Posted on 17 Feb 2009
France's biggest reinsurer, Scor SE, sold $200 million of three-year bonds to transfer the risk of losses on U.S. earthquakes and hurricanes, the first issue of its kind since the collapse of Lehman Brothers Holdings Inc.
“Scor’s deal should be a breakthrough for catastrophe bonds,” said Christian Bruns, a fund manager at Clariden Leu in Zurich. He bought Paris-based Scor's notes and expects more so-called cat bonds to be sold this year.

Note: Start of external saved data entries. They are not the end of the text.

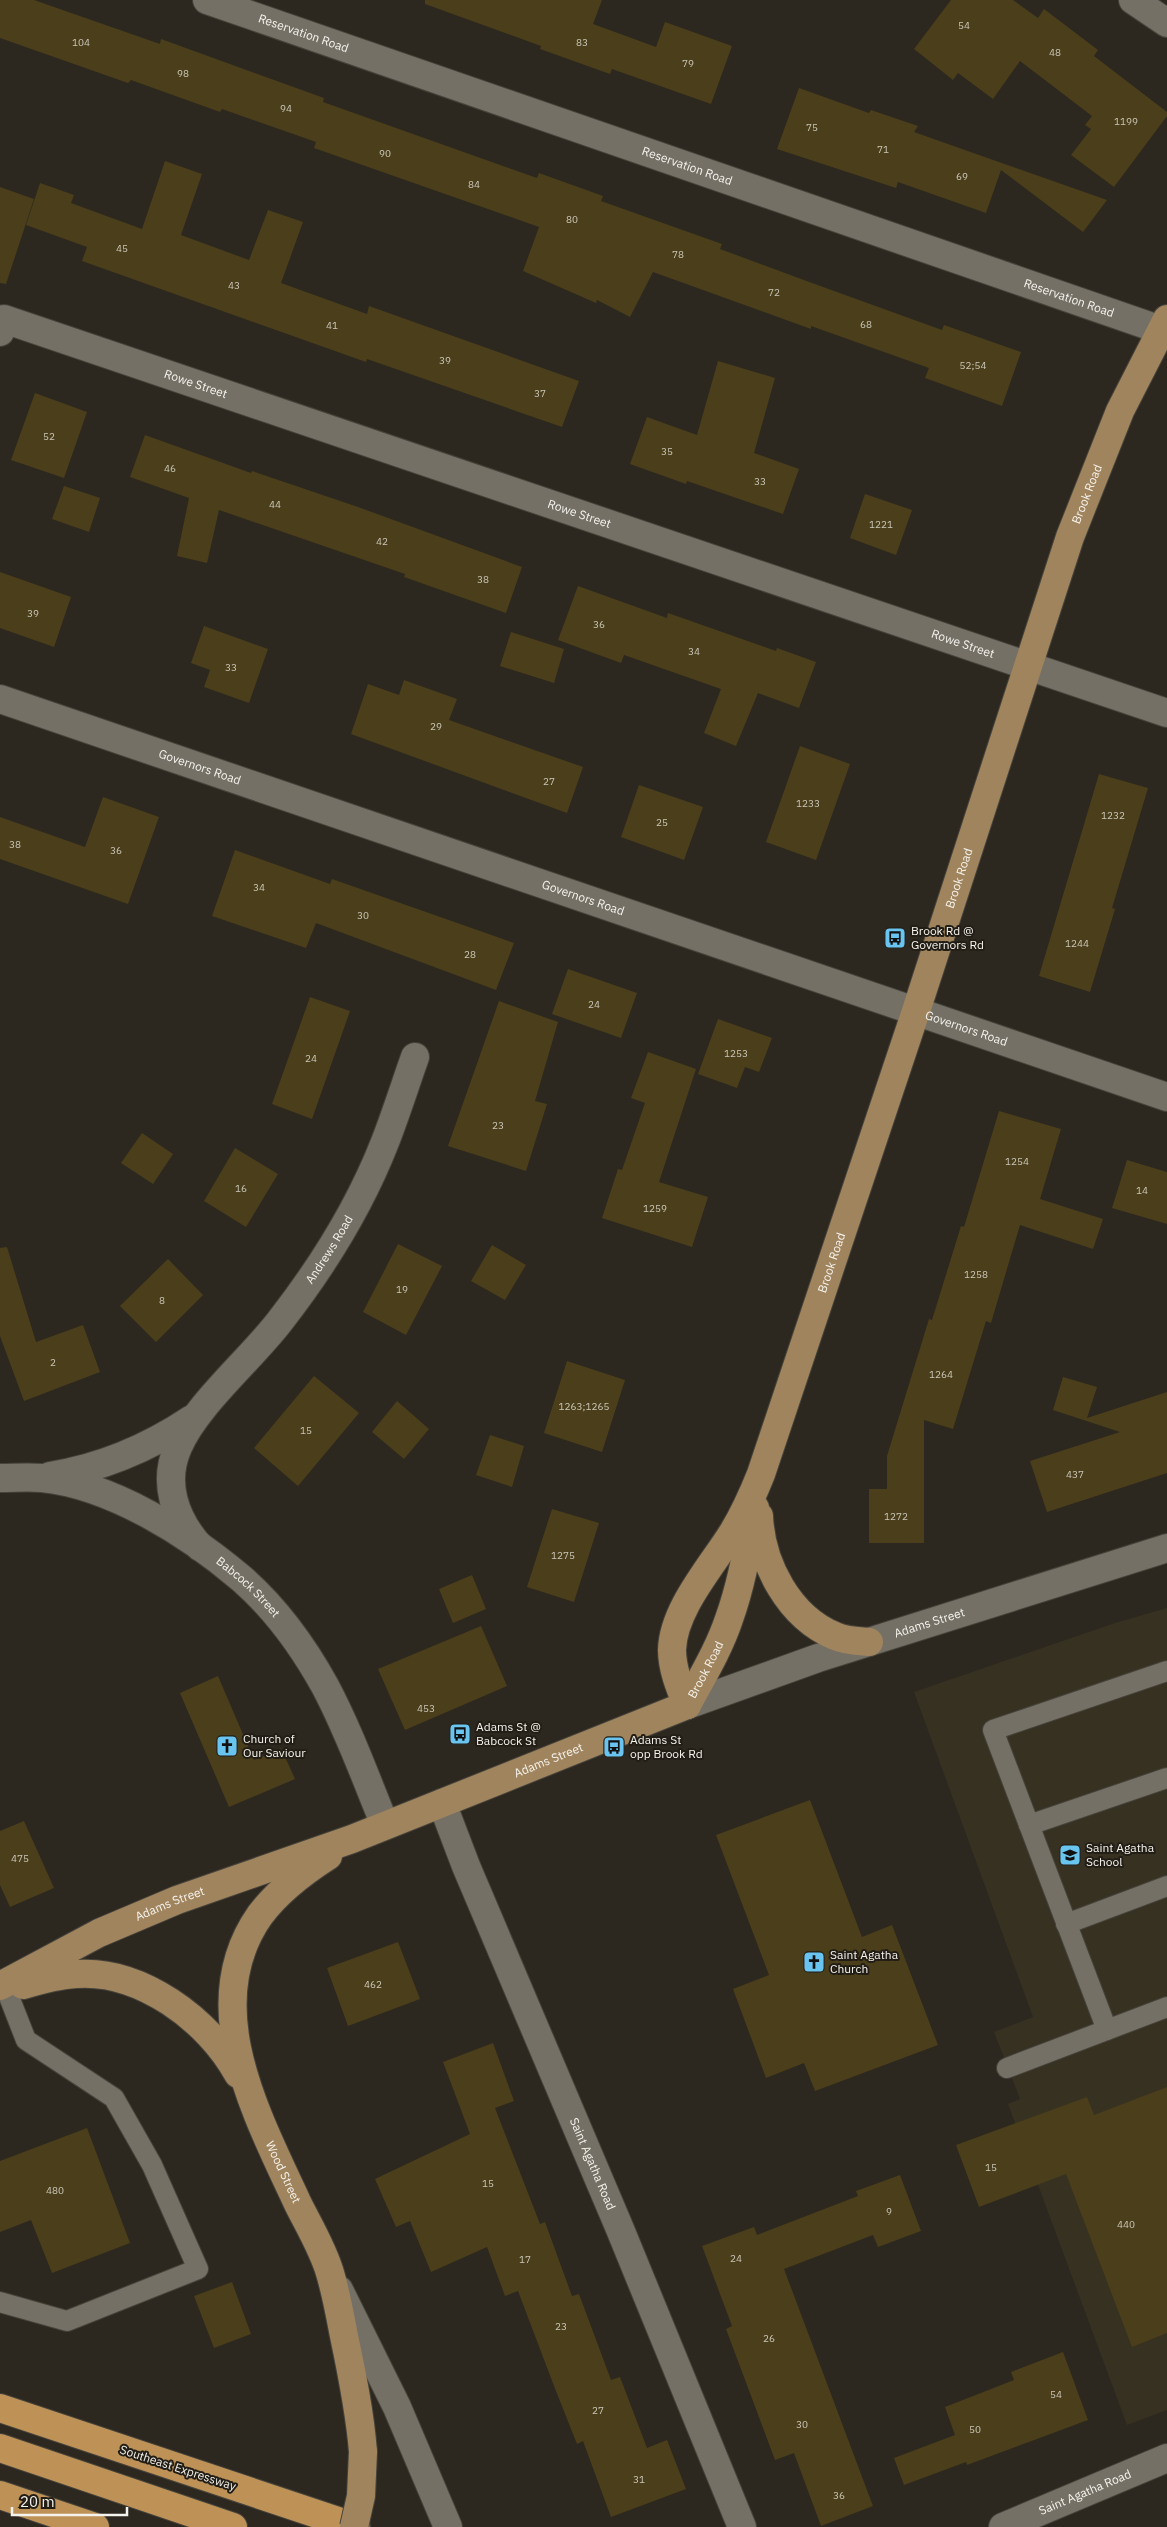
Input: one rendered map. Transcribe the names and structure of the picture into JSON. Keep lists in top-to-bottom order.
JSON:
{
  "streets": {
    "highway": ["Southeast Expressway"],
    "main road": ["Brook Road", "Adams Street", "Wood Street"],
    "street": [
      "Reservation Road",
      "Rowe Street",
      "Governors Road",
      "Andrews Road",
      "Babcock Street",
      "Saint Agatha Road"
    ]
  },
  "crossings": [
    ["Reservation Road", "Brook Road"],
    ["Rowe Street", "Brook Road"],
    ["Brook Road", "Governors Road"],
    ["Brook Road", "Adams Street"],
    ["Andrews Road", "Babcock Street"],
    ["Babcock Street", "Adams Street"],
    ["Adams Street", "Saint Agatha Road"],
    ["Adams Street", "Wood Street"]
  ],
  "places": {
    "bus stop": ["Brook Rd @ Governors Rd", "Adams St @ Babcock St", "Adams St opp Brook Rd"],
    "church": ["Church of Our Saviour", "Saint Agatha Church"],
    "school or university": ["Saint Agatha School"]
  },
  "house_numbers": [
    "54",
    "104",
    "83",
    "48",
    "79",
    "98",
    "94",
    "1199",
    "75",
    "71",
    "90",
    "69",
    "84",
    "80",
    "45",
    "78",
    "43",
    "72",
    "68",
    "41",
    "39",
    "52;54",
    "37",
    "52",
    "35",
    "46",
    "33",
    "44",
    "1221",
    "42",
    "38",
    "39",
    "36",
    "34",
    "33",
    "29",
    "27",
    "1233",
    "1232",
    "25",
    "38",
    "36",
    "34",
    "30",
    "1244",
    "28",
    "24",
    "1253",
    "24",
    "23",
    "1254",
    "16",
    "14",
    "1259",
    "1258",
    "19",
    "8",
    "2",
    "1264",
    "1263;1265",
    "15",
    "437",
    "1272",
    "1275",
    "453",
    "475",
    "462",
    "15",
    "15",
    "480",
    "9",
    "440",
    "24",
    "17",
    "23",
    "26",
    "54",
    "27",
    "30",
    "50",
    "31",
    "36"
  ],
  "scale_bar": "20 m"
}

The market for catastrophe bonds was hurt by Lehman’s failure in September because some deals relied on the bank to guarantee assets used to make coupon payments. One issuer, Allstate Corp.’s Willow Re Ltd., didn’t make a full interest payment this month, the second cat bond to default in a decade.
Scor’s deal offers investors more information on the assets backing the bonds than on previous transactions, said Karsten Bromann, chief risk officer at Solidum Partners AG, a Zurich- based hedge fund.
“Investors are being updated on a regular basis about the collateral portfolio, which can only be invested in high-grade assets such as government-backed debt,” said Bromann, who bought the Scor bonds.
Insurers sell cat bonds to protect against natural disasters, and buyers demand higher yields because they risk losing their investment if the catastrophe is large enough.